++++ Records supplied ++++

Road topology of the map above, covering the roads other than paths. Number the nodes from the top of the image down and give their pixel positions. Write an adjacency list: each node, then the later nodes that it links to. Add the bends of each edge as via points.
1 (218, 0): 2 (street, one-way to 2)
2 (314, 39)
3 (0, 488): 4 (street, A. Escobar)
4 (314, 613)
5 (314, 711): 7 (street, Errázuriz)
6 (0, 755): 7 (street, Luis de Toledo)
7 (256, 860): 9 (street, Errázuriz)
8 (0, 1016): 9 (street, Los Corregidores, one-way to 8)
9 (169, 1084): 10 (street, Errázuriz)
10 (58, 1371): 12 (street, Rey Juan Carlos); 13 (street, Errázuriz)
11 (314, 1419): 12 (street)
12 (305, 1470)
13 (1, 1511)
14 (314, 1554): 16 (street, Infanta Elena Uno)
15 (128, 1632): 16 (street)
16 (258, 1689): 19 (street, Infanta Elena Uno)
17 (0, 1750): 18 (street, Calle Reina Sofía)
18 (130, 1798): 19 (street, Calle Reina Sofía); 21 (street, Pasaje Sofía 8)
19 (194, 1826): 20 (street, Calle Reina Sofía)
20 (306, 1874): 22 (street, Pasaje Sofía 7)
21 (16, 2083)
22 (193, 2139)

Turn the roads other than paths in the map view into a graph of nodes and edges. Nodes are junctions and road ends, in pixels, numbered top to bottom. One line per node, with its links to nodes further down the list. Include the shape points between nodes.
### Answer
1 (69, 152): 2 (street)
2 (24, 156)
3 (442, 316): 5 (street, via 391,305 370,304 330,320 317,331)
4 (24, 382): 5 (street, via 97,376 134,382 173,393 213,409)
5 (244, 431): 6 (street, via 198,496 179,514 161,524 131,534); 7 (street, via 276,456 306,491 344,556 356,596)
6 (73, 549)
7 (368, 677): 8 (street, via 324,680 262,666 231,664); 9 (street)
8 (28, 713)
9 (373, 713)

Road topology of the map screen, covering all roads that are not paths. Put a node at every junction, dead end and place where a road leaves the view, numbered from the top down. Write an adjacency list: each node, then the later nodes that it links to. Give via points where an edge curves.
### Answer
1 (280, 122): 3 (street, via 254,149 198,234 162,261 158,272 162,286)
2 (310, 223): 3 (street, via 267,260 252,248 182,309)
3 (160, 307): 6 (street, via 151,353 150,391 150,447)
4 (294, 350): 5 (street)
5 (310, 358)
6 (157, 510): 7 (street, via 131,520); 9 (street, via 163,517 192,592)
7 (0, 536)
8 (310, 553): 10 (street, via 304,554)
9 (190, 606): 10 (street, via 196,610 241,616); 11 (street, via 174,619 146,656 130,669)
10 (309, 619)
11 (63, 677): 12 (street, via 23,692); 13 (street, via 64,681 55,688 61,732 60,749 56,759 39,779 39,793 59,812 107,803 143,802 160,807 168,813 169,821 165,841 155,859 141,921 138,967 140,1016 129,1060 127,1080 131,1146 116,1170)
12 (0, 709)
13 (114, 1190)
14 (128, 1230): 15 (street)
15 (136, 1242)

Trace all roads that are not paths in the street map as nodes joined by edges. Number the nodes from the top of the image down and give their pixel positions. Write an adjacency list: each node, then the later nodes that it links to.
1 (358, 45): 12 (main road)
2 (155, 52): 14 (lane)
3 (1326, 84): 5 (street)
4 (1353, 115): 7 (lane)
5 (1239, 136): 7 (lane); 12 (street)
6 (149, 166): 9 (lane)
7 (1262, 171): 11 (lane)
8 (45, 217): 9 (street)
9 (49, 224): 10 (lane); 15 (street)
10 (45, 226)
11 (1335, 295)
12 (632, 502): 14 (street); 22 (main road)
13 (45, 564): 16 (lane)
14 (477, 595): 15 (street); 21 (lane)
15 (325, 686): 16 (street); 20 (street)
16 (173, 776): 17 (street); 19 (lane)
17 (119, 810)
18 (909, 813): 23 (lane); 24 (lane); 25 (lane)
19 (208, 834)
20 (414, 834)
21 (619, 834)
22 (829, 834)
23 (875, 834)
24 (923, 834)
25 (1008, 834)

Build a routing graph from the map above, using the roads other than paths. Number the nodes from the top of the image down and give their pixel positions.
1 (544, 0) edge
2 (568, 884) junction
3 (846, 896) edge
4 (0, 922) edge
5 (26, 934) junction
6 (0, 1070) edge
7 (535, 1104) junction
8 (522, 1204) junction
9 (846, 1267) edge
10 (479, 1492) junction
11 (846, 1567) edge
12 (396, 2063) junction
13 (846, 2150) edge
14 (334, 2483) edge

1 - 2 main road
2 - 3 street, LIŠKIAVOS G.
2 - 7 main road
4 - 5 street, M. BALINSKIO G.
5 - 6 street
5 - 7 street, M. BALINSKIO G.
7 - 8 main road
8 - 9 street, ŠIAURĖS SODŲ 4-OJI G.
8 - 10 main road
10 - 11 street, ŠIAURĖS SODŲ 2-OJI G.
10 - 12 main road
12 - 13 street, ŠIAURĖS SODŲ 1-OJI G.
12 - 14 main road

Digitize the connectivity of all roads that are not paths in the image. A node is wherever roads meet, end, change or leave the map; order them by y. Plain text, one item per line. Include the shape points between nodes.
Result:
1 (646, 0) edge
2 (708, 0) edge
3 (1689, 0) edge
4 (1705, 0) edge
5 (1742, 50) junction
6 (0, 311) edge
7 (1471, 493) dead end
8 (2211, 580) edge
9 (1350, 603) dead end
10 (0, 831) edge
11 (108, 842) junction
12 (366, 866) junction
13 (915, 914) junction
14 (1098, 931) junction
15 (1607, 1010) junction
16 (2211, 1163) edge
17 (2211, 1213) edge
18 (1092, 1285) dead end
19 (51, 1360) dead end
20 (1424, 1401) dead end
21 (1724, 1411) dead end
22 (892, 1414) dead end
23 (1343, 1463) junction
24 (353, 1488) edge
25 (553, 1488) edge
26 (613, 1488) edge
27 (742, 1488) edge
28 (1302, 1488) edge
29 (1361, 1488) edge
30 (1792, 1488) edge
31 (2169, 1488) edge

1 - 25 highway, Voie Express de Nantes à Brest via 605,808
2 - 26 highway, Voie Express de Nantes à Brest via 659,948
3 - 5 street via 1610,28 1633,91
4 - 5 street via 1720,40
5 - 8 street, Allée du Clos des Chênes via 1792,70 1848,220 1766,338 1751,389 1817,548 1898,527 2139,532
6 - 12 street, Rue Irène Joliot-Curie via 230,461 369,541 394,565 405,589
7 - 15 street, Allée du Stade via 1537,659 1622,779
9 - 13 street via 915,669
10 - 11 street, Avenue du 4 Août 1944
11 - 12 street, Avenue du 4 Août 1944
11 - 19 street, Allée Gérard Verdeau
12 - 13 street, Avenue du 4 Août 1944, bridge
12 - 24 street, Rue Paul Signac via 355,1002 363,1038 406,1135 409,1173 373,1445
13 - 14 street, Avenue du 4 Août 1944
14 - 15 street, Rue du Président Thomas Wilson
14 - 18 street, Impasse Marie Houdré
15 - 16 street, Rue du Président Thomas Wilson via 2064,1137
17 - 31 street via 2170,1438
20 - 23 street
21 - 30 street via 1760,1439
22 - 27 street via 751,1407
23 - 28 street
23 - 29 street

++++

[Work item]: Produce the records once again, exactly as they stand above.

[Expected answer]:
Road topology of the map above, covering the roads other than paths. Number the nodes from the top of the image down and give their pixel positions. Write an adjacency list: each node, then the later nodes that it links to. Add the bends of each edge as via points.
1 (218, 0): 2 (street, one-way to 2)
2 (314, 39)
3 (0, 488): 4 (street, A. Escobar)
4 (314, 613)
5 (314, 711): 7 (street, Errázuriz)
6 (0, 755): 7 (street, Luis de Toledo)
7 (256, 860): 9 (street, Errázuriz)
8 (0, 1016): 9 (street, Los Corregidores, one-way to 8)
9 (169, 1084): 10 (street, Errázuriz)
10 (58, 1371): 12 (street, Rey Juan Carlos); 13 (street, Errázuriz)
11 (314, 1419): 12 (street)
12 (305, 1470)
13 (1, 1511)
14 (314, 1554): 16 (street, Infanta Elena Uno)
15 (128, 1632): 16 (street)
16 (258, 1689): 19 (street, Infanta Elena Uno)
17 (0, 1750): 18 (street, Calle Reina Sofía)
18 (130, 1798): 19 (street, Calle Reina Sofía); 21 (street, Pasaje Sofía 8)
19 (194, 1826): 20 (street, Calle Reina Sofía)
20 (306, 1874): 22 (street, Pasaje Sofía 7)
21 (16, 2083)
22 (193, 2139)

Turn the roads other than paths in the map view into a graph of nodes and edges. Nodes are junctions and road ends, in pixels, numbered top to bottom. One line per node, with its links to nodes further down the list. Include the shape points between nodes.
### Answer
1 (69, 152): 2 (street)
2 (24, 156)
3 (442, 316): 5 (street, via 391,305 370,304 330,320 317,331)
4 (24, 382): 5 (street, via 97,376 134,382 173,393 213,409)
5 (244, 431): 6 (street, via 198,496 179,514 161,524 131,534); 7 (street, via 276,456 306,491 344,556 356,596)
6 (73, 549)
7 (368, 677): 8 (street, via 324,680 262,666 231,664); 9 (street)
8 (28, 713)
9 (373, 713)

Road topology of the map screen, covering all roads that are not paths. Put a node at every junction, dead end and place where a road leaves the view, numbered from the top down. Write an adjacency list: each node, then the later nodes that it links to. Give via points where an edge curves.
### Answer
1 (280, 122): 3 (street, via 254,149 198,234 162,261 158,272 162,286)
2 (310, 223): 3 (street, via 267,260 252,248 182,309)
3 (160, 307): 6 (street, via 151,353 150,391 150,447)
4 (294, 350): 5 (street)
5 (310, 358)
6 (157, 510): 7 (street, via 131,520); 9 (street, via 163,517 192,592)
7 (0, 536)
8 (310, 553): 10 (street, via 304,554)
9 (190, 606): 10 (street, via 196,610 241,616); 11 (street, via 174,619 146,656 130,669)
10 (309, 619)
11 (63, 677): 12 (street, via 23,692); 13 (street, via 64,681 55,688 61,732 60,749 56,759 39,779 39,793 59,812 107,803 143,802 160,807 168,813 169,821 165,841 155,859 141,921 138,967 140,1016 129,1060 127,1080 131,1146 116,1170)
12 (0, 709)
13 (114, 1190)
14 (128, 1230): 15 (street)
15 (136, 1242)

Trace all roads that are not paths in the street map as nodes joined by edges. Number the nodes from the top of the image down and give their pixel positions. Write an adjacency list: each node, then the later nodes that it links to.
1 (358, 45): 12 (main road)
2 (155, 52): 14 (lane)
3 (1326, 84): 5 (street)
4 (1353, 115): 7 (lane)
5 (1239, 136): 7 (lane); 12 (street)
6 (149, 166): 9 (lane)
7 (1262, 171): 11 (lane)
8 (45, 217): 9 (street)
9 (49, 224): 10 (lane); 15 (street)
10 (45, 226)
11 (1335, 295)
12 (632, 502): 14 (street); 22 (main road)
13 (45, 564): 16 (lane)
14 (477, 595): 15 (street); 21 (lane)
15 (325, 686): 16 (street); 20 (street)
16 (173, 776): 17 (street); 19 (lane)
17 (119, 810)
18 (909, 813): 23 (lane); 24 (lane); 25 (lane)
19 (208, 834)
20 (414, 834)
21 (619, 834)
22 (829, 834)
23 (875, 834)
24 (923, 834)
25 (1008, 834)

Build a routing graph from the map above, using the roads other than paths. Number the nodes from the top of the image down and give their pixel positions.
1 (544, 0) edge
2 (568, 884) junction
3 (846, 896) edge
4 (0, 922) edge
5 (26, 934) junction
6 (0, 1070) edge
7 (535, 1104) junction
8 (522, 1204) junction
9 (846, 1267) edge
10 (479, 1492) junction
11 (846, 1567) edge
12 (396, 2063) junction
13 (846, 2150) edge
14 (334, 2483) edge

1 - 2 main road
2 - 3 street, LIŠKIAVOS G.
2 - 7 main road
4 - 5 street, M. BALINSKIO G.
5 - 6 street
5 - 7 street, M. BALINSKIO G.
7 - 8 main road
8 - 9 street, ŠIAURĖS SODŲ 4-OJI G.
8 - 10 main road
10 - 11 street, ŠIAURĖS SODŲ 2-OJI G.
10 - 12 main road
12 - 13 street, ŠIAURĖS SODŲ 1-OJI G.
12 - 14 main road

Digitize the connectivity of all roads that are not paths in the image. A node is wherever roads meet, end, change or leave the map; order them by y. Plain text, one item per line. Include the shape points between nodes.
Result:
1 (646, 0) edge
2 (708, 0) edge
3 (1689, 0) edge
4 (1705, 0) edge
5 (1742, 50) junction
6 (0, 311) edge
7 (1471, 493) dead end
8 (2211, 580) edge
9 (1350, 603) dead end
10 (0, 831) edge
11 (108, 842) junction
12 (366, 866) junction
13 (915, 914) junction
14 (1098, 931) junction
15 (1607, 1010) junction
16 (2211, 1163) edge
17 (2211, 1213) edge
18 (1092, 1285) dead end
19 (51, 1360) dead end
20 (1424, 1401) dead end
21 (1724, 1411) dead end
22 (892, 1414) dead end
23 (1343, 1463) junction
24 (353, 1488) edge
25 (553, 1488) edge
26 (613, 1488) edge
27 (742, 1488) edge
28 (1302, 1488) edge
29 (1361, 1488) edge
30 (1792, 1488) edge
31 (2169, 1488) edge

1 - 25 highway, Voie Express de Nantes à Brest via 605,808
2 - 26 highway, Voie Express de Nantes à Brest via 659,948
3 - 5 street via 1610,28 1633,91
4 - 5 street via 1720,40
5 - 8 street, Allée du Clos des Chênes via 1792,70 1848,220 1766,338 1751,389 1817,548 1898,527 2139,532
6 - 12 street, Rue Irène Joliot-Curie via 230,461 369,541 394,565 405,589
7 - 15 street, Allée du Stade via 1537,659 1622,779
9 - 13 street via 915,669
10 - 11 street, Avenue du 4 Août 1944
11 - 12 street, Avenue du 4 Août 1944
11 - 19 street, Allée Gérard Verdeau
12 - 13 street, Avenue du 4 Août 1944, bridge
12 - 24 street, Rue Paul Signac via 355,1002 363,1038 406,1135 409,1173 373,1445
13 - 14 street, Avenue du 4 Août 1944
14 - 15 street, Rue du Président Thomas Wilson
14 - 18 street, Impasse Marie Houdré
15 - 16 street, Rue du Président Thomas Wilson via 2064,1137
17 - 31 street via 2170,1438
20 - 23 street
21 - 30 street via 1760,1439
22 - 27 street via 751,1407
23 - 28 street
23 - 29 street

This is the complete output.